REQUIRED WORK: For the entries below, print exactly the lines between the line holding "thumb mcp: (931, 1002)" and the line holding "middle mcp: (1339, 834)", inclusive, and nothing else.

DATA FOR REVIEW:

------------------------------------------------------------

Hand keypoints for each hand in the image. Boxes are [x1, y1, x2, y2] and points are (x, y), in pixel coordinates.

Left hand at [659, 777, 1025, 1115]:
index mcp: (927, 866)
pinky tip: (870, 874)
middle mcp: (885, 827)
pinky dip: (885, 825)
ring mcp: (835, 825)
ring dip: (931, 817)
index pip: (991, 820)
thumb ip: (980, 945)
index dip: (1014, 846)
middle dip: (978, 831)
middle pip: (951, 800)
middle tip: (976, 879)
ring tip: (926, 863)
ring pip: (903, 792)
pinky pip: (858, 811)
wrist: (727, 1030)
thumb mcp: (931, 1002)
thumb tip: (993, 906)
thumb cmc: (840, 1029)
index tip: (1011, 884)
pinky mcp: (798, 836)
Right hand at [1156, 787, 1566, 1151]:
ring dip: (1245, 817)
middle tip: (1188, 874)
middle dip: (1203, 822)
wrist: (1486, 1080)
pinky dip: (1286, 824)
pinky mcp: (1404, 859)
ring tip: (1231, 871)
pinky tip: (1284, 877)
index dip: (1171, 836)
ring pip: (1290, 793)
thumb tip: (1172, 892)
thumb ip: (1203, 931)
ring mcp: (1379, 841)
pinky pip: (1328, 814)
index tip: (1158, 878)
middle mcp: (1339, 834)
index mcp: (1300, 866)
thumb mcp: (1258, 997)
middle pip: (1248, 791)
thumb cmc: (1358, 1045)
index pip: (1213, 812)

------------------------------------------------------------

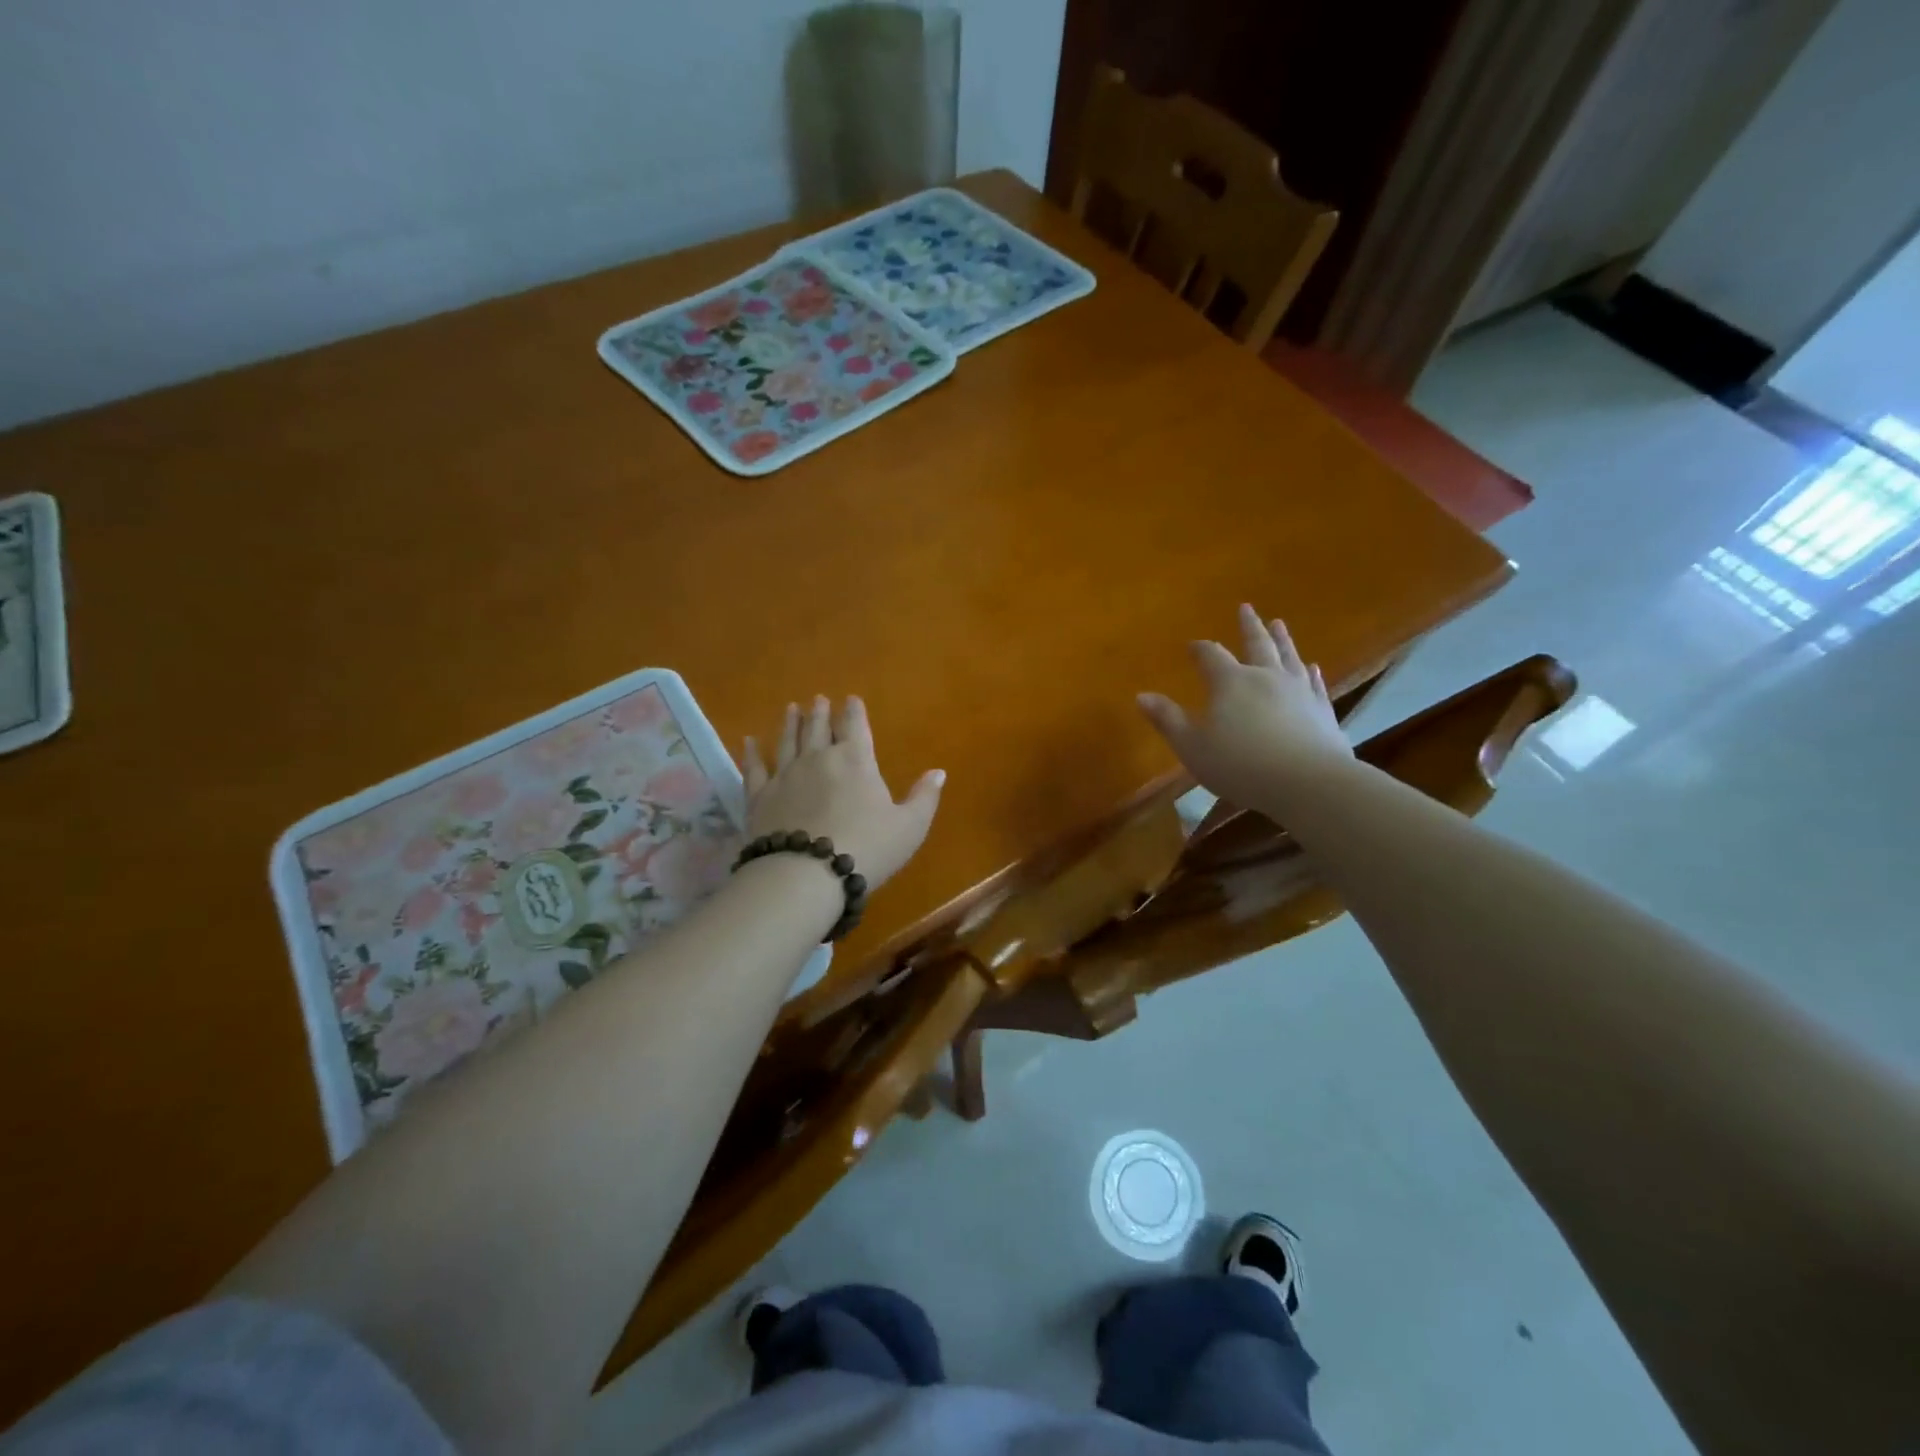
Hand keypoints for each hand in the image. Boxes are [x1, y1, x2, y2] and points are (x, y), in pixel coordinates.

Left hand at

------------------------------------------------------------

WRITTEN REPLY:
thumb mcp: (931, 1002)
thumb tip: (993, 906)
thumb cmc: (840, 1029)
index tip: (1011, 884)
pinky mcp: (798, 836)
Right hand at [1156, 787, 1566, 1151]:
ring dip: (1245, 817)
middle tip: (1188, 874)
middle dip: (1203, 822)
wrist: (1486, 1080)
pinky dip: (1286, 824)
pinky mcp: (1404, 859)
ring tip: (1231, 871)
pinky tip: (1284, 877)
index dip: (1171, 836)
ring pip: (1290, 793)
thumb tip: (1172, 892)
thumb ip: (1203, 931)
ring mcp: (1379, 841)
pinky pip: (1328, 814)
index tip: (1158, 878)
middle mcp: (1339, 834)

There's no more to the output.